S
Sans-serif
Type-styles that lacks the serif stroke at the end of the horizontal or vertical strokes of the main letter-form.
Serif
A serif font is a typeface that has an extra stroke at the end of the vertical and horizontal strokes of the main letter-form. A font that doesn't have this extra stroke is known as sans-serif.
Examples of serif typefaces include Times, Garamond, Goudy and Palatino. It used to be a commonly accepted wisdom that serif fonts were more readable than sans-serf for large blocks of printed body copy. This theory has been questioned in recent times - but the argument still rages amongst designers.
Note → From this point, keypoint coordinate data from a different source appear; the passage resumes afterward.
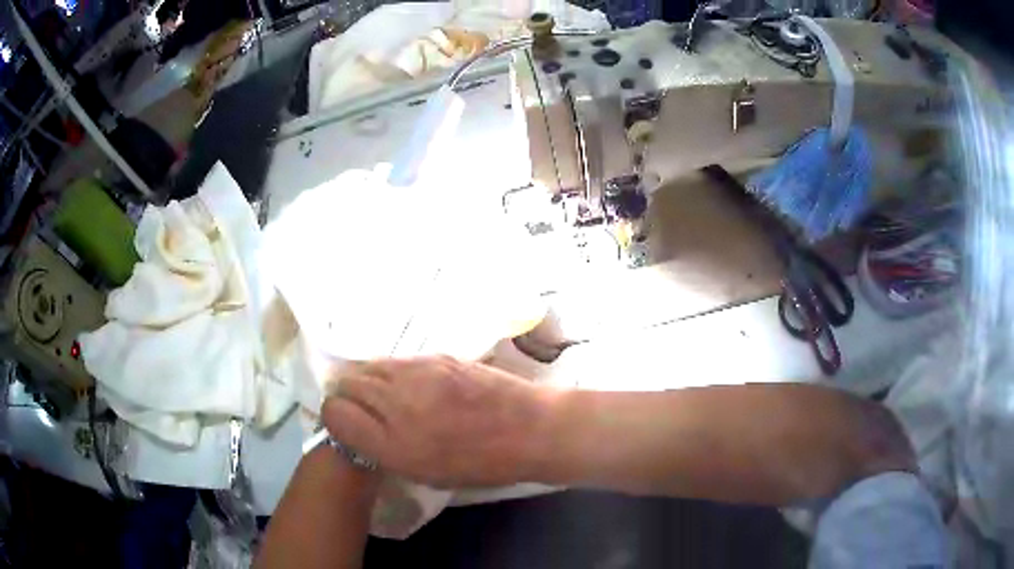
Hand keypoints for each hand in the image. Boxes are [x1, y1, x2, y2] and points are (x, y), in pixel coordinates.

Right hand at [321, 356, 554, 487]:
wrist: (530, 429)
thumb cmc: (482, 464)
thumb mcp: (425, 474)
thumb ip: (384, 450)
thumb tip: (357, 428)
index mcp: (394, 445)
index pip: (335, 414)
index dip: (335, 418)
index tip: (345, 424)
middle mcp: (398, 405)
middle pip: (347, 384)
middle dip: (347, 396)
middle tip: (361, 409)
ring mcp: (418, 374)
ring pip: (369, 366)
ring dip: (368, 380)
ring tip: (384, 395)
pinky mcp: (437, 357)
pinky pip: (397, 361)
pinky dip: (393, 372)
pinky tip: (410, 385)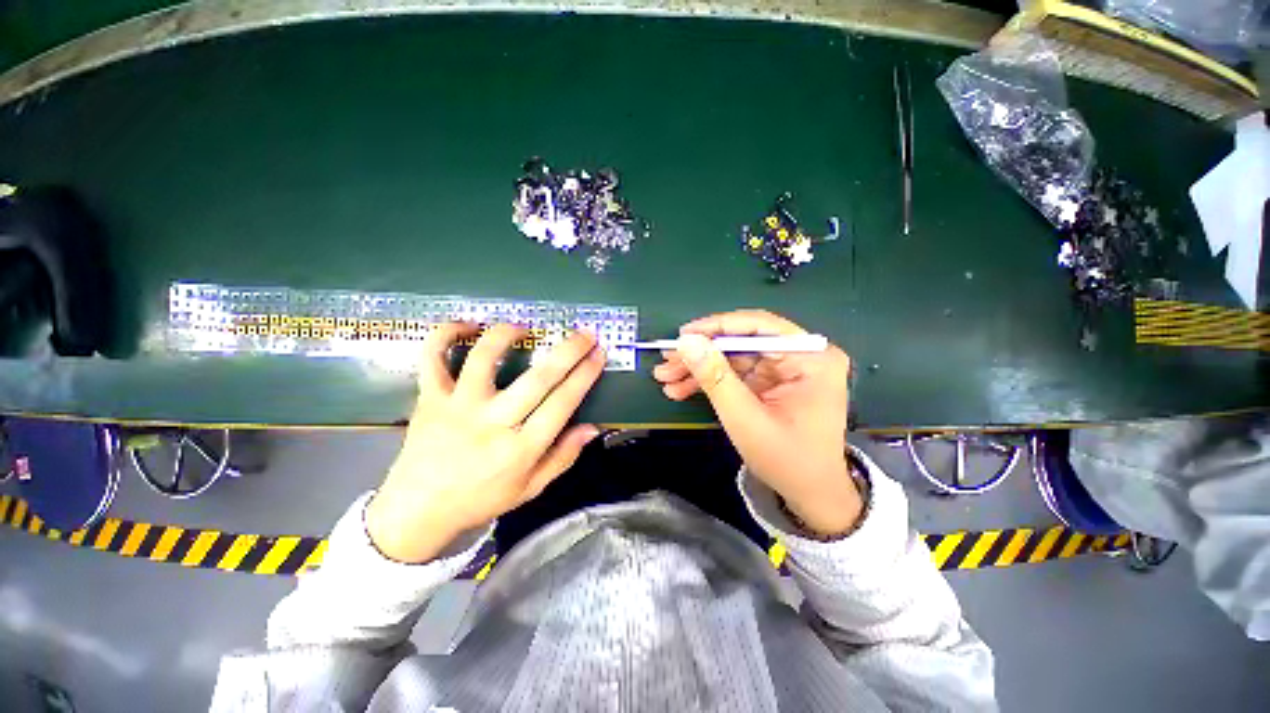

See also: Serif Vs Sans-serif
Stem
The vertical stokes that make up the main part of most characters containing straight lines - the letter 'O' does not contain a stem.
Small caps
Literally, Small Capitals. Typeface style where all the letterforms take the shape of its capital letter. However, the lowercase letters are smaller than the uppercase and generally, but not always, align with the same x-height as the regular Roman face, for the same font family.
Spine
The curved centre of the stroke of the letter 'S'.
Spur
The finishing serif at the ends of an 'S' or 'C' character.
Stem
The vertical stokes that make up the main part of most characters containing straight lines - the letter 'O' does not contain a stem.
Subscript
Character which appears lower and much smaller than the main line of text. Often used for chemical symbols.
Superscript
Much smaller character than the line it appears on and appears above the y-height.
Swash
Decorative letterforms, generally used for headings os as initial caps.
Symbol font
Special typeface used for scientific or mathematical formulas.